Blood Noir - Laurell K. Hamilton [126]
“The emperor who unified China and burned all books that he didn’t agree with,” Shang-Da said.
“Yeah, that one,” Alex said.
“That’s more than two thousand years ago.”
“Clan tigers talk about going home the way that Jews talk about the Holy Land. We are in exile, and as long as the communists rule we always will be. A few of us went back when the emperors were overthrown, but the communists saw us as western spies. They killed us along with their rebels.”
“My family has never spoken of this,” Shang-Da said.
“The emperor destroyed any writings about us.”
“The fox people still live in the homeland. Hidden, but they are there.”
“Are the dragons still there?”
“No,” Shang-Da said, “the last of them fled when the communists took over. Communists may not believe in God or magic, but they hired wizards to clear the land of rebels. Rebels were anything non-human.”
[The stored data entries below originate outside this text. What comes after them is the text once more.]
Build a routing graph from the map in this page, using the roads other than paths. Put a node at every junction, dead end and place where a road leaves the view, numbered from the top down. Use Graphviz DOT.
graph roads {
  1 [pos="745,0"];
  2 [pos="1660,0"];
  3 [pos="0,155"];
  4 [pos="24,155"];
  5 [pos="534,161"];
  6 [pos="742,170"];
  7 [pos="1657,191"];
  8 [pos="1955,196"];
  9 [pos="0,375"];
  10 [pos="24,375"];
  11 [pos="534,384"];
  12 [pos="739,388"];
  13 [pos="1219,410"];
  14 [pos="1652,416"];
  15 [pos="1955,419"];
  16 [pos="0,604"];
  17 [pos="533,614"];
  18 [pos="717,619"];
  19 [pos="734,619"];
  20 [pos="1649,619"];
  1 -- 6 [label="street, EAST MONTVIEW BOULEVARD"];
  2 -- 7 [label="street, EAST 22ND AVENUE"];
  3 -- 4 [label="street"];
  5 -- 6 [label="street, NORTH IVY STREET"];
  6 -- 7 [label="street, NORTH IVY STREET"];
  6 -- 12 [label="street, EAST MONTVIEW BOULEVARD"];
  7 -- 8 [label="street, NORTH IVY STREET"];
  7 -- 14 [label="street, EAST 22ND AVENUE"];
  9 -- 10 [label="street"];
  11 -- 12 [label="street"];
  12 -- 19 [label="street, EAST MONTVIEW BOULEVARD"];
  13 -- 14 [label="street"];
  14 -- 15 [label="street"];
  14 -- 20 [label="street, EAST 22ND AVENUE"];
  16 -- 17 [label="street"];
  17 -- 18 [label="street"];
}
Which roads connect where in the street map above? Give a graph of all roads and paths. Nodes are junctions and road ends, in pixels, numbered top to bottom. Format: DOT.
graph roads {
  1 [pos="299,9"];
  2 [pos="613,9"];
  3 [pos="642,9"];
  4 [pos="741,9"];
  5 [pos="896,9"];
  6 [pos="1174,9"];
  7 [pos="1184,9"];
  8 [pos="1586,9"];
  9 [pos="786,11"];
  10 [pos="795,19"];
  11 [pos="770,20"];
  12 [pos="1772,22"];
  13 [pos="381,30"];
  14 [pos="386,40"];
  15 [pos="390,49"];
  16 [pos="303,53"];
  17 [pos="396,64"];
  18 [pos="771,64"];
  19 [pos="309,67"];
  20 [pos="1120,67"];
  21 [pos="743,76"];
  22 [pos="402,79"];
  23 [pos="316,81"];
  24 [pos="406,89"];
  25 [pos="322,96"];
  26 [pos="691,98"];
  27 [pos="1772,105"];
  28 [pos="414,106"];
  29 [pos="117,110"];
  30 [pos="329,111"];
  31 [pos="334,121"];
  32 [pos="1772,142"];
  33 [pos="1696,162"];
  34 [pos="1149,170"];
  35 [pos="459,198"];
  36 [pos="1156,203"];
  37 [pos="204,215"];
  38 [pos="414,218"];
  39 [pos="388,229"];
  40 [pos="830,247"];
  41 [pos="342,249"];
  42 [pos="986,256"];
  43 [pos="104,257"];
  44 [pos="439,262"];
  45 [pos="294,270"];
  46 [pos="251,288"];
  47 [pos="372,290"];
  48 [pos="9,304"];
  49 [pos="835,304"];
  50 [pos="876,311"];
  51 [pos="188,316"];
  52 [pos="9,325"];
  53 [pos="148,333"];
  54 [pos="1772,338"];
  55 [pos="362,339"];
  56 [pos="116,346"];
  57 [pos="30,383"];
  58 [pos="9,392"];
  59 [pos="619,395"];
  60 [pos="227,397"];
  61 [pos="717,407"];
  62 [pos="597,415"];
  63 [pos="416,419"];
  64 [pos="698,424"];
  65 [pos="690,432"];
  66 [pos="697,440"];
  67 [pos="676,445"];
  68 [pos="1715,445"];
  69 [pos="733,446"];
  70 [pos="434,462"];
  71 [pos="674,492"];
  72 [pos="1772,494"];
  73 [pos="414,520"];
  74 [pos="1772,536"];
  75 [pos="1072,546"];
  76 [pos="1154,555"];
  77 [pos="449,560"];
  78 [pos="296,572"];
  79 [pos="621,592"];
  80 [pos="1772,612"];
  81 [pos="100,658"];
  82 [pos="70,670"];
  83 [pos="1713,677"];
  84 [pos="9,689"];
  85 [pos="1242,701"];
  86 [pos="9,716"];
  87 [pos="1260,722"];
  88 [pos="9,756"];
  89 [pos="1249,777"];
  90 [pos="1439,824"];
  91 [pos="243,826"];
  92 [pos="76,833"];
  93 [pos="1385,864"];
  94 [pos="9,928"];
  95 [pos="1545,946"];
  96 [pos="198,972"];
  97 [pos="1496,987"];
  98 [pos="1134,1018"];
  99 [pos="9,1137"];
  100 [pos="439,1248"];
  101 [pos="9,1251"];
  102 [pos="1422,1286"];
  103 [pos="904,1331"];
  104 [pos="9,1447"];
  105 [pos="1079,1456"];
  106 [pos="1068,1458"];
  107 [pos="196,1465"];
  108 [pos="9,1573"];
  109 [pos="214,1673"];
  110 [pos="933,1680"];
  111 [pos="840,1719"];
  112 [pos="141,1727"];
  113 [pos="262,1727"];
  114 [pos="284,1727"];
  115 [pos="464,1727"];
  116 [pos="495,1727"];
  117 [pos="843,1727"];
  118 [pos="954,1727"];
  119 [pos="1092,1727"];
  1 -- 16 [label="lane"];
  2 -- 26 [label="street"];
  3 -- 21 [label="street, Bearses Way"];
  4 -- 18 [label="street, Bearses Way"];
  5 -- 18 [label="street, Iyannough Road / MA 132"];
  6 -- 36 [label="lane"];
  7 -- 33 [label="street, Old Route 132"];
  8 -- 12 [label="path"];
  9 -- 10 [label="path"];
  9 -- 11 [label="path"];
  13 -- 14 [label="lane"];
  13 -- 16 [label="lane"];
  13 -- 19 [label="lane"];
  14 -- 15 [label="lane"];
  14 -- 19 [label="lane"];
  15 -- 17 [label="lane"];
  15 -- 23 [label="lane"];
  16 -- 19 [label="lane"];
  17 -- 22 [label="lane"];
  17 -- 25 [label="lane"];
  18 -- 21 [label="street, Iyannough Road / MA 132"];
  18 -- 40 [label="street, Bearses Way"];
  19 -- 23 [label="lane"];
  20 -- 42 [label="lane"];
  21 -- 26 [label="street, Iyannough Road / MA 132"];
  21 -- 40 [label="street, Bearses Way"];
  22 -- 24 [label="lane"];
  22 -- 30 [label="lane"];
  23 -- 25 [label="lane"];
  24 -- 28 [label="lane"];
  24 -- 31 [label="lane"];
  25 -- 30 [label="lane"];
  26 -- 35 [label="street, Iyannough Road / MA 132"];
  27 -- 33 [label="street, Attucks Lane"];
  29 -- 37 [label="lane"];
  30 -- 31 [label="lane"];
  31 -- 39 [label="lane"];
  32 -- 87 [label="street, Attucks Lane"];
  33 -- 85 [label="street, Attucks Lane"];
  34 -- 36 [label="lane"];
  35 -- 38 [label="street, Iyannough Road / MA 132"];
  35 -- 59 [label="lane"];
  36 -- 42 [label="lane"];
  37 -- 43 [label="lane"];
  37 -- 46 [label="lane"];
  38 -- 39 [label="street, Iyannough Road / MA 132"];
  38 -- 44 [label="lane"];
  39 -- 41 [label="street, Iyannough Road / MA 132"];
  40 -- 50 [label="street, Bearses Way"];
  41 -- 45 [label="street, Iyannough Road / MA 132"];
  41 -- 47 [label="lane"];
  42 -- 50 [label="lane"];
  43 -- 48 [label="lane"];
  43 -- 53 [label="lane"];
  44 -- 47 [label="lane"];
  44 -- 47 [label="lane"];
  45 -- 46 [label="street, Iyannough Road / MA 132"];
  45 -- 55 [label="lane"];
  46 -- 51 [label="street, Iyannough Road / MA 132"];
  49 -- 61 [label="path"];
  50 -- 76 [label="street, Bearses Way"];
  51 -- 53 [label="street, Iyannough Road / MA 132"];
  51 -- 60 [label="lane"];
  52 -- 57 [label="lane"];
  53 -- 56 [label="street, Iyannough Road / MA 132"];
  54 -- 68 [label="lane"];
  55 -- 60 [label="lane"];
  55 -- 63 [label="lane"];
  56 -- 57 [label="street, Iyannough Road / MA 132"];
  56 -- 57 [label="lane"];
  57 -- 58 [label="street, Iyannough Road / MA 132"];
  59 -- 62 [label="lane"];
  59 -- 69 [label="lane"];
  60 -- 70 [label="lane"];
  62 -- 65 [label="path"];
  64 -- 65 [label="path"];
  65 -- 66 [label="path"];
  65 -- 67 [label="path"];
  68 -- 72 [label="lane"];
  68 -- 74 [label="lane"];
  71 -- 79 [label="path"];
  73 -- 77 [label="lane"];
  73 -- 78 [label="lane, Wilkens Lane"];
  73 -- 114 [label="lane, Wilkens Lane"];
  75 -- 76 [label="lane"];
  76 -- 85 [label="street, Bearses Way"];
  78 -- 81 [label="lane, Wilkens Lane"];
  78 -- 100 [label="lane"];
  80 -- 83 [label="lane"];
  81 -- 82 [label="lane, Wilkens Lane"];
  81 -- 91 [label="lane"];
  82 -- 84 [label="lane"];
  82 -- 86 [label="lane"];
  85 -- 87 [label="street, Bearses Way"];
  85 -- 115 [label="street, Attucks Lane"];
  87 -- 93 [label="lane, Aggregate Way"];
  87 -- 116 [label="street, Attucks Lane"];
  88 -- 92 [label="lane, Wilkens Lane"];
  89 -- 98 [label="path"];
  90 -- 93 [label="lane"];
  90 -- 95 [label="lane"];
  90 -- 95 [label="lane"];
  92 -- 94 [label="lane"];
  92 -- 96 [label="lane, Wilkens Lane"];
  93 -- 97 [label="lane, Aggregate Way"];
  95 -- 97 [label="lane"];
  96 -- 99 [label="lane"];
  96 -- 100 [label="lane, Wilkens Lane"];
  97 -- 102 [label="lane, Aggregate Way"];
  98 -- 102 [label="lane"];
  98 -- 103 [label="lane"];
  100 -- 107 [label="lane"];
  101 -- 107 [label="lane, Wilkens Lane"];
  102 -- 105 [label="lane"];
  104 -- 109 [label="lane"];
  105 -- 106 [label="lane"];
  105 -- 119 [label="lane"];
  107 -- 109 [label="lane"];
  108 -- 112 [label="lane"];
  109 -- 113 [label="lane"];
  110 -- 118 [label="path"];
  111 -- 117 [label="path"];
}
I knew that dragons in China weren’t just animals like they were in most of the rest of the world. In China they’d been shapeshifters; people. I didn’t say it out loud, though. If I kept my mouth shut they might just keep talking. Sometimes if people forget you’re there, you learn more. Silence can be a greater asset than any question.
“So we are all in exile.”
“As you say, there are still fox people there, but they hide in plain sight.”
“They can look like everyone else,” Alex said.
“Yes,” Shang-Da said.
Crispin was looking from one to the other of us. He almost looked like the history lesson was as new to him as it was to me. Interesting.
“Las Vegas is our home. We don’t talk about going anywhere else,” Crispin said.
Alex looked at me, then back to Crispin. “We need to go and clean up. Let’s try to avoid any of my fellow reporters. I really don’t want to have to explain why I’m coming out of this room in a robe, with another man in a robe.”
“Homophobic?” I said.
He shook his head. “Being considered bisexual would be fine, but Crispin is a known weretiger. Your boyfriend in the shower is a known werewolf. It’s not my sexual preference I’m trying to hide.”
“I’ve got another friend who’s a reporter who basically said the same thing.”
He leaned in toward the door and drew in a long breath of air. “I smell the guards, but no one else. We’ll go and take the stairs.”
Alex opened the door. Crispin moved as if to come farther into the room again. Alex took hold of his arm and pulled him toward the partially open door.
Crispin pulled against the other man’s arm. He looked at me. His face was raw with need, and something else. Was it fear that I saw in those blue eyes?
“Come on, Crispin, we need to clean up. I think I may even have some clothes that will fit you.”
Crispin stayed at the door, staring at me. I knew what the look was now. Pain, fear, and longing, all on his face, so raw that it hurt to see it.
“You’ve rolled him,” Richard said.
“Not on purpose.”
“No, but unlike some of the others you’ve accidentally rolled, this one is…” He shook his head. “Young.”
I knew what he meant. It wasn’t the actual age. Twenty-one was plenty grown-up. Requiem had been several hundred years old when I accidentally bespelled him. That gives a man a lot of character to draw on, to help him break free. As Alex Pinn had said, it hits you harder when you’ve never been called before.
I sighed and went to him. He smiled at me in a way that you never want a stranger to smile. Too warm, too damn happy. It frightened me. I’d made Requiem break free of my powers, but he was a master vampire. He had his own power. Crispin was a weretiger, but there was no feel of power to him. I wasn’t certain he had enough of him inside yet to break free of me, and without his willing help, I didn’t know how to free him of what I and Marmee Noir had done. Shit.
Crispin touched my arm when I was close enough. I didn’t try to stop him. But the moment he touched me, I thought, why did I want him to leave? It was silly.